Before long, the novice players were rolling and sprawling on the gym floor under the direction of Noriega, a former national-level competitor for a team of players from Portland and Vancouver, Wash.
The best offense, it seemed, was either a fastball — one that whipped through the defense faster than players could react — or one that rolled so slowly the bells inside could barely be heard.
"The trick is to actually listen," Su said. "Even the quiet ones can be caught."
Rivalry
Not long ago, local community activist Patt Copeland took a small group of players down to Vancouver to compete against a far more experienced team at the State School for the Blind. Players at the school practice four times weekly and wear team uniforms.
"This is the first time we're going to play somebody other than us," Noriega told the group before they departed. "We've made a lot of improvements. We're going to treat this like it's a Lakers-Blazers rivalry."
The women's team lost 4-2, and the men's team seemed destined for a worse drubbing: At the end of the first half, the school team led 9-2.
Then, as Copeland put it, "Telea put himself in and scored nine points." The edge-of-your-seat second half ended with the Seattle group falling 13-11.

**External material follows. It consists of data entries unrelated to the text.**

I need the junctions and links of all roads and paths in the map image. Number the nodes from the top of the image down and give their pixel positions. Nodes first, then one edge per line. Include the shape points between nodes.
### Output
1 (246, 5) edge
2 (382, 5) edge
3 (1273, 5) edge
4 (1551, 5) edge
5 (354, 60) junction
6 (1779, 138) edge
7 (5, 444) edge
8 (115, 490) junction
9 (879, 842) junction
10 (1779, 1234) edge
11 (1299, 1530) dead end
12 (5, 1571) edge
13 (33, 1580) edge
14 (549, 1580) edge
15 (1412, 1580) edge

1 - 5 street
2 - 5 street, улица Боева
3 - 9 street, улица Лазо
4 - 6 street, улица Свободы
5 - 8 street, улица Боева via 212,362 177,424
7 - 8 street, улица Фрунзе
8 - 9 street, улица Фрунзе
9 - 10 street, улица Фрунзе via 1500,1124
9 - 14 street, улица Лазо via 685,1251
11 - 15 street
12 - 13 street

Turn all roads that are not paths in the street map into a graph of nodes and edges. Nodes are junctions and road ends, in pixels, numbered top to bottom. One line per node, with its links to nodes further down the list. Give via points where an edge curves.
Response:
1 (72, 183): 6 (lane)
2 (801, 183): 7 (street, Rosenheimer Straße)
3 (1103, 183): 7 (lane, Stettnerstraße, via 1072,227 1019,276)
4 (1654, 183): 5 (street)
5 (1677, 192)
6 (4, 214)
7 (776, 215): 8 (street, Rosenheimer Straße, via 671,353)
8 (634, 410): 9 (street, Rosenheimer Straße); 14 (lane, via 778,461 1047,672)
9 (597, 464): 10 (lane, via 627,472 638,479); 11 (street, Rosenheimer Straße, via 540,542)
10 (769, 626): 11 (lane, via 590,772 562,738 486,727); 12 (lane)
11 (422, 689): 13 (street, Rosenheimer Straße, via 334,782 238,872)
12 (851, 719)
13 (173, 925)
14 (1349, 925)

They returned without a win, but their comeback against a superior squad left them with something more important: a sense of identity. "I think they felt really good that they did well," said Copeland, whose father, Arthur, co-founded the USABA. "We changed down there."
Last month, Noriega led a goalball demonstration and practice game for students — four of them visually impaired — at an elementary school in Monroe. The group hopes to conduct similar events at other schools and to introduce the sport to rehab programs for newly blind war veterans.
"This is a thing we want to get really established in Seattle," Noriega said. "We're the foundation."